*** Input data Section Begins ***

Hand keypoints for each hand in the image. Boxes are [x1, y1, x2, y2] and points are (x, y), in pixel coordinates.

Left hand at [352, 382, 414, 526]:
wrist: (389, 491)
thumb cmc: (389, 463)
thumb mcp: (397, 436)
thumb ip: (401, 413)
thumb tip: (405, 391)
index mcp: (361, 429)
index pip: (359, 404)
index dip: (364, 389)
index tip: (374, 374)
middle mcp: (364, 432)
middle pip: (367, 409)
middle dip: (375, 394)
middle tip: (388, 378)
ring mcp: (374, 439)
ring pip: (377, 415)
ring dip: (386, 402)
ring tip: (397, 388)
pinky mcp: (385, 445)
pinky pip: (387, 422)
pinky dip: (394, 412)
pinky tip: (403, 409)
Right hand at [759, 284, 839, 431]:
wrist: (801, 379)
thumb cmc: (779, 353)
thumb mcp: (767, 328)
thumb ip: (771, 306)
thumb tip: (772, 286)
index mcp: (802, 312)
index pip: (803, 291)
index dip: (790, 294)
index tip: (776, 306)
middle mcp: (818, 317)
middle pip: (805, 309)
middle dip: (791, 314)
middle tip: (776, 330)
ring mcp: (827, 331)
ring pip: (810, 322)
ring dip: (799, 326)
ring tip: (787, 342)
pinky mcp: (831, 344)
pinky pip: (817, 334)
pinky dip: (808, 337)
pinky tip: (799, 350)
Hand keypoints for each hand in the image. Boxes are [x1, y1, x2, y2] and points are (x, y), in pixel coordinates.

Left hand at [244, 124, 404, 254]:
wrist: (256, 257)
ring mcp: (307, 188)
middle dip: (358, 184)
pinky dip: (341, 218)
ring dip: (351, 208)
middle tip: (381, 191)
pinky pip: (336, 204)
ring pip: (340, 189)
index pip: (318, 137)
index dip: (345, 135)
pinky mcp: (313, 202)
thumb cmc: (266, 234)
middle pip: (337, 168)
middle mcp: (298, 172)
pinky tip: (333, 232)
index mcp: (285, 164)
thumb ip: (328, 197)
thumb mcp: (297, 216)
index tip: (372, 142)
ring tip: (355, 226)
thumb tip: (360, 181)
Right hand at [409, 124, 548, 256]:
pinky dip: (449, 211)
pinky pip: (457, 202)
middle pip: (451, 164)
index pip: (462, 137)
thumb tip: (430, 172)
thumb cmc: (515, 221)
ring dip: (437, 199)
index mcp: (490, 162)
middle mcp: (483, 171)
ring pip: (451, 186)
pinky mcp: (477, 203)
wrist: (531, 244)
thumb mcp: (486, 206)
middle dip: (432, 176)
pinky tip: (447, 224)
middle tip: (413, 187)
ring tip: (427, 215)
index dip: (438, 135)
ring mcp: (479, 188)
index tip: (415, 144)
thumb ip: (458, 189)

*** Input data Section Ends ***

**Exercise details**
Would you copy, unchanged, the stretch of the records above that begins at the line containing "thumb ip: (771, 306)" and ends at the line containing "middle pip: (337, 168)", and only that?

**Answer to this task**
thumb ip: (771, 306)
thumb tip: (772, 286)
index mcp: (802, 312)
index pip: (803, 291)
index dip: (790, 294)
index tip: (776, 306)
middle mcp: (818, 317)
middle pip: (805, 309)
middle dip: (791, 314)
middle tip: (776, 330)
ring mcp: (827, 331)
ring pip: (810, 322)
ring dip: (799, 326)
ring tip: (787, 342)
pinky mcp: (831, 344)
pinky pip: (817, 334)
pinky dip: (808, 337)
pinky tip: (799, 350)
Hand keypoints for each hand in the image. Boxes are [x1, y1, x2, y2] and points are (x, y), in pixel coordinates.

Left hand at [244, 124, 404, 254]:
wrist: (256, 257)
ring mcp: (307, 188)
middle dip: (358, 184)
pinky dip: (341, 218)
ring dip: (351, 208)
middle tip: (381, 191)
pinky pip: (336, 204)
ring pip: (340, 189)
index pip: (318, 137)
index dip: (345, 135)
pinky mcp: (313, 202)
thumb cmc: (266, 234)
middle pip: (337, 168)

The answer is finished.